Stored data entries
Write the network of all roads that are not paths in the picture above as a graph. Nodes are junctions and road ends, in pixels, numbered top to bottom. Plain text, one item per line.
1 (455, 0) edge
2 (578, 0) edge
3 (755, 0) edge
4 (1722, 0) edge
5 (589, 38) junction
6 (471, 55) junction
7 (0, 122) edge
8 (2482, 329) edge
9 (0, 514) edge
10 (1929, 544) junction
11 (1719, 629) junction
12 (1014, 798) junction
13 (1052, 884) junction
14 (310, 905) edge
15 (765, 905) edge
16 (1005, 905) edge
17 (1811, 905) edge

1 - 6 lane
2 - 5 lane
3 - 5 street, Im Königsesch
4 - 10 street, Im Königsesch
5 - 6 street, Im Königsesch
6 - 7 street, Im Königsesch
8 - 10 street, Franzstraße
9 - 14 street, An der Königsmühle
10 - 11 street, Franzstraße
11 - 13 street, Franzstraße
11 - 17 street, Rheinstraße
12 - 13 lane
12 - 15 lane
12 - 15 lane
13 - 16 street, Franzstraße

▸ INSTRUCTIONS TO FOLLOW: Restate each record above exactly, leaving nothing out.

▸ YOUR RESPONSE:
Write the network of all roads that are not paths in the picture above as a graph. Nodes are junctions and road ends, in pixels, numbered top to bottom. Plain text, one item per line.
1 (455, 0) edge
2 (578, 0) edge
3 (755, 0) edge
4 (1722, 0) edge
5 (589, 38) junction
6 (471, 55) junction
7 (0, 122) edge
8 (2482, 329) edge
9 (0, 514) edge
10 (1929, 544) junction
11 (1719, 629) junction
12 (1014, 798) junction
13 (1052, 884) junction
14 (310, 905) edge
15 (765, 905) edge
16 (1005, 905) edge
17 (1811, 905) edge

1 - 6 lane
2 - 5 lane
3 - 5 street, Im Königsesch
4 - 10 street, Im Königsesch
5 - 6 street, Im Königsesch
6 - 7 street, Im Königsesch
8 - 10 street, Franzstraße
9 - 14 street, An der Königsmühle
10 - 11 street, Franzstraße
11 - 13 street, Franzstraße
11 - 17 street, Rheinstraße
12 - 13 lane
12 - 15 lane
12 - 15 lane
13 - 16 street, Franzstraße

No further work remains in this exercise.